**Problem requirements**
For the records below, report how many lines include the word "name". Only the number should appear.

**Stored data entries**
Content starts

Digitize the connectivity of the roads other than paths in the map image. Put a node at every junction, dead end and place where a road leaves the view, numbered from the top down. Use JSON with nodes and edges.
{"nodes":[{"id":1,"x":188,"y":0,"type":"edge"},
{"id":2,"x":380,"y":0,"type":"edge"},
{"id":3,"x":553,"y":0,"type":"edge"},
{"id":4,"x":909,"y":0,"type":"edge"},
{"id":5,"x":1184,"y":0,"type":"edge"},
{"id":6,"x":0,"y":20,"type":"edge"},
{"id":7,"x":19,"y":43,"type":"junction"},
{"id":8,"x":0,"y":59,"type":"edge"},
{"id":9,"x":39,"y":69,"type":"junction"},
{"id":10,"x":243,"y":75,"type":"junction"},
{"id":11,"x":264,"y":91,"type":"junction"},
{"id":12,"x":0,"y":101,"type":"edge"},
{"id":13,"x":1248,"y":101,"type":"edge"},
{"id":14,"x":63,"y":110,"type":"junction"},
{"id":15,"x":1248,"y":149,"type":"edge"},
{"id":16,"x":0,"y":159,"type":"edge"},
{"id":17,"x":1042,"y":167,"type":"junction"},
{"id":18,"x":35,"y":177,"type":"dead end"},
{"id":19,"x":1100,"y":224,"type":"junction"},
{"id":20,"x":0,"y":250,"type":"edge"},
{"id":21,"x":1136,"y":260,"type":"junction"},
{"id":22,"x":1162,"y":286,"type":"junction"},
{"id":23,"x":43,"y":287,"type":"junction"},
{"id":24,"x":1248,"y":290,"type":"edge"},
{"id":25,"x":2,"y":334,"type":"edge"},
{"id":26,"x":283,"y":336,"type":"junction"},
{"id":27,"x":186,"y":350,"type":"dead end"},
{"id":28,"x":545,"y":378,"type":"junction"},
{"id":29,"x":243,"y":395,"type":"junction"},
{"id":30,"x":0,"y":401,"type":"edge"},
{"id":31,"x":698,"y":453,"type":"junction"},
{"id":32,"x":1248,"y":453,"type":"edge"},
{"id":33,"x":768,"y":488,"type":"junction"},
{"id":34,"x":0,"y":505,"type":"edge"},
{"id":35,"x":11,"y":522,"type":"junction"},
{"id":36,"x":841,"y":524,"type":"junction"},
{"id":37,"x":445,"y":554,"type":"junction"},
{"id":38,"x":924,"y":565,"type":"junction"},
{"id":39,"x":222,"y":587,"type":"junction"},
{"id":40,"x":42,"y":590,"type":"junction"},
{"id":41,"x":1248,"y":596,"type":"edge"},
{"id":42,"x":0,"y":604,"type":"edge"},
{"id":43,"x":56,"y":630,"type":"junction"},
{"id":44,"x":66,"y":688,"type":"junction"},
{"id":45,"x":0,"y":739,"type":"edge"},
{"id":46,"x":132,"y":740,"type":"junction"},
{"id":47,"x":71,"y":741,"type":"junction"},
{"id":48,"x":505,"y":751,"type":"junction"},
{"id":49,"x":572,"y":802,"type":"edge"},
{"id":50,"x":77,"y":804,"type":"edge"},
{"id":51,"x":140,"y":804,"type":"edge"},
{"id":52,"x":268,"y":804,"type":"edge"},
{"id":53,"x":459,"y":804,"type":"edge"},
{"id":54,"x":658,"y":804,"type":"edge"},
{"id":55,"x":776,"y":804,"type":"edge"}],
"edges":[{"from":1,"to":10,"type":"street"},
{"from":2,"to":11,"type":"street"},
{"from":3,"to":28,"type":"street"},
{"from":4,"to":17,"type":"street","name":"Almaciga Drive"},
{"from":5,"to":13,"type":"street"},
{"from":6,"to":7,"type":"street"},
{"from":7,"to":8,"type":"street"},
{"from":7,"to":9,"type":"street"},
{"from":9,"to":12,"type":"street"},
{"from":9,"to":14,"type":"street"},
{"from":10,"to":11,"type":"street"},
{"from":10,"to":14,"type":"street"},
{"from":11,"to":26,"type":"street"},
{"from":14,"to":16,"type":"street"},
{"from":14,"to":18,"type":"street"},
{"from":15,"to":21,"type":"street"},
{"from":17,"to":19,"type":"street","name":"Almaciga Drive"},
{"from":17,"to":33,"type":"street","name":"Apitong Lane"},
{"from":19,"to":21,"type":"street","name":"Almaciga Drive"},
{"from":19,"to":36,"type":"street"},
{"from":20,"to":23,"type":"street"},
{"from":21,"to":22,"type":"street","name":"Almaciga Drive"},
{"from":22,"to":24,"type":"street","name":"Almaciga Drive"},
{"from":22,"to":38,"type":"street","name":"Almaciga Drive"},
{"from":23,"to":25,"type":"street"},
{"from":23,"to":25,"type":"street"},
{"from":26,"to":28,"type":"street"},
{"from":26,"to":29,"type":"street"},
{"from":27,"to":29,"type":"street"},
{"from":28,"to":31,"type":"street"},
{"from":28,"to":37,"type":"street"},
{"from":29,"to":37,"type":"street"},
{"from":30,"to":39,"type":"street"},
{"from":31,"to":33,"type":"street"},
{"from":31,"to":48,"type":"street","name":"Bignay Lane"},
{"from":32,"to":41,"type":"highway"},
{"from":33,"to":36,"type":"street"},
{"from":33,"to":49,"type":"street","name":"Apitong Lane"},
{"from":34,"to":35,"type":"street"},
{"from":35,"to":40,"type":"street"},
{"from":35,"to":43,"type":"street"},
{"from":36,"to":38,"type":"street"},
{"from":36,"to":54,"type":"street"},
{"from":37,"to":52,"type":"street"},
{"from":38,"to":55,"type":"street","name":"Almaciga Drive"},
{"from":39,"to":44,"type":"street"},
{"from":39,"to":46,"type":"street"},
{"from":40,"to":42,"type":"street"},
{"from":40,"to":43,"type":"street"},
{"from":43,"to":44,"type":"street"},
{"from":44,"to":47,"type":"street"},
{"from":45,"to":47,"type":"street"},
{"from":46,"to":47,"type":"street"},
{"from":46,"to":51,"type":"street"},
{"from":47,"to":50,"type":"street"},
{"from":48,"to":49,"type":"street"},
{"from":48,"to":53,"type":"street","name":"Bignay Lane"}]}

Content ends

**Task result**
11